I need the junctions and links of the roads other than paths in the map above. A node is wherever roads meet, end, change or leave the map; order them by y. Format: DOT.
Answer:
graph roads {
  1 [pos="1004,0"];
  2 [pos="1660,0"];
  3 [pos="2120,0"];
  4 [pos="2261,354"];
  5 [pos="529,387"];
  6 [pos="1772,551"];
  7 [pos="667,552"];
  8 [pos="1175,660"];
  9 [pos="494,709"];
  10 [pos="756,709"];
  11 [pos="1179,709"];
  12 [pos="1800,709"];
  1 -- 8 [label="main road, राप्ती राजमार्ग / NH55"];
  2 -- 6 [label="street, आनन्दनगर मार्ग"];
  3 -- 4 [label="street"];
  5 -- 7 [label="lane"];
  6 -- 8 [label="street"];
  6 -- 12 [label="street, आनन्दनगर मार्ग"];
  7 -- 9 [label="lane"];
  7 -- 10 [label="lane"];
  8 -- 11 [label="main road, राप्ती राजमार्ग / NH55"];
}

══════════

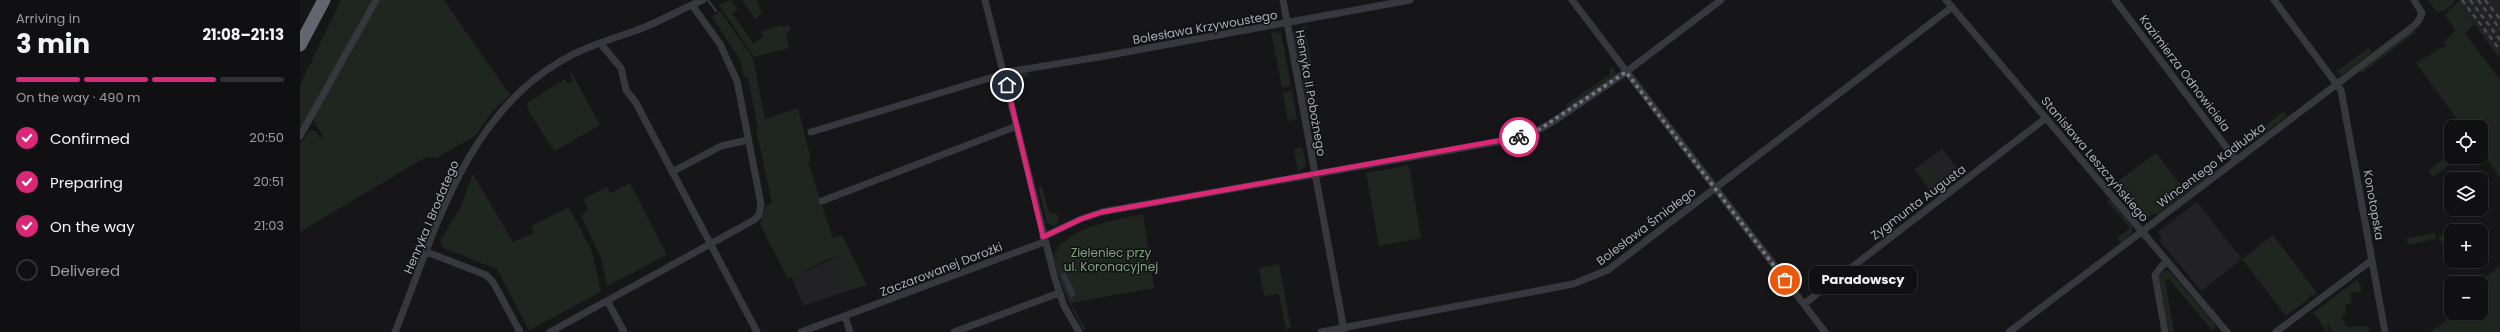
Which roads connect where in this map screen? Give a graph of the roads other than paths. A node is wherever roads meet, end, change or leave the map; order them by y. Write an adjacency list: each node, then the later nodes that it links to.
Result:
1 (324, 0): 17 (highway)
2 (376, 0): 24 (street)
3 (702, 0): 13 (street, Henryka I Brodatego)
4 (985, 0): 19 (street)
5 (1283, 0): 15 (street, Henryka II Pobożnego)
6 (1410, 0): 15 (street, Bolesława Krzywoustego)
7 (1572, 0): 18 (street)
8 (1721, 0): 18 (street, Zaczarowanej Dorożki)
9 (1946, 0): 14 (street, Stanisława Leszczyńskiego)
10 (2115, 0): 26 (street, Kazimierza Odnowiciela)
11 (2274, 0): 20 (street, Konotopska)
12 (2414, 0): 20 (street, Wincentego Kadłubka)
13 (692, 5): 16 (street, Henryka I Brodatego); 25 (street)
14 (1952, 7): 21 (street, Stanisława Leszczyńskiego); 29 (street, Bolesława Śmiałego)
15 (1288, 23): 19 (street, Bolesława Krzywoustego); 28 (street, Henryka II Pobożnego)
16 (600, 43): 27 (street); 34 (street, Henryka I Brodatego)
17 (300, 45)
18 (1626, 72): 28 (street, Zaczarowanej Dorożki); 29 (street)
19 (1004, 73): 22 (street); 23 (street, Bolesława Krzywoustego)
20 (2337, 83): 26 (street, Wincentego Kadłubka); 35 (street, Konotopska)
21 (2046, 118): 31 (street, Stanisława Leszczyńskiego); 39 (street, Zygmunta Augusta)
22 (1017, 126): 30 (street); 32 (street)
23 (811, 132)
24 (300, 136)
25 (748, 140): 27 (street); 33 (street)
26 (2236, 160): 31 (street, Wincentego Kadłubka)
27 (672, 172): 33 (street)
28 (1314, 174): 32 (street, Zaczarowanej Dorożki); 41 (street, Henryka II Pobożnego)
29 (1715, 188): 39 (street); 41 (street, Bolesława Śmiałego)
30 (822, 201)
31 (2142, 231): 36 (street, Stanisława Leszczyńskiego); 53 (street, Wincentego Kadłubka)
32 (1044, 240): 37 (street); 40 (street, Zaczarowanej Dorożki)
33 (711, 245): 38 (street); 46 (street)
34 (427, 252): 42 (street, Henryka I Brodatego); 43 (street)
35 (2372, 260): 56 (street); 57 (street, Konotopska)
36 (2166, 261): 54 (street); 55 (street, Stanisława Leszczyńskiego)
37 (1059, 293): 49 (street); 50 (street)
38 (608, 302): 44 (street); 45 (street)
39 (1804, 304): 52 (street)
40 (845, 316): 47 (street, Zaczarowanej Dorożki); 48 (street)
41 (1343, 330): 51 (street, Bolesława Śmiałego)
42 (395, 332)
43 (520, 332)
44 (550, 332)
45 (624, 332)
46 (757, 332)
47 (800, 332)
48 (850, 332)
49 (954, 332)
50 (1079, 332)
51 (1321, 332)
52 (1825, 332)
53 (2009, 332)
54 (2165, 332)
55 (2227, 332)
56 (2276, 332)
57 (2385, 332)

══════════

■ PROBLEM REQUIREMENTS ■
Counting only lines that contain "other", what is the total for the entries above? Give the number alone.

■ RESPONSE BELOW ■
2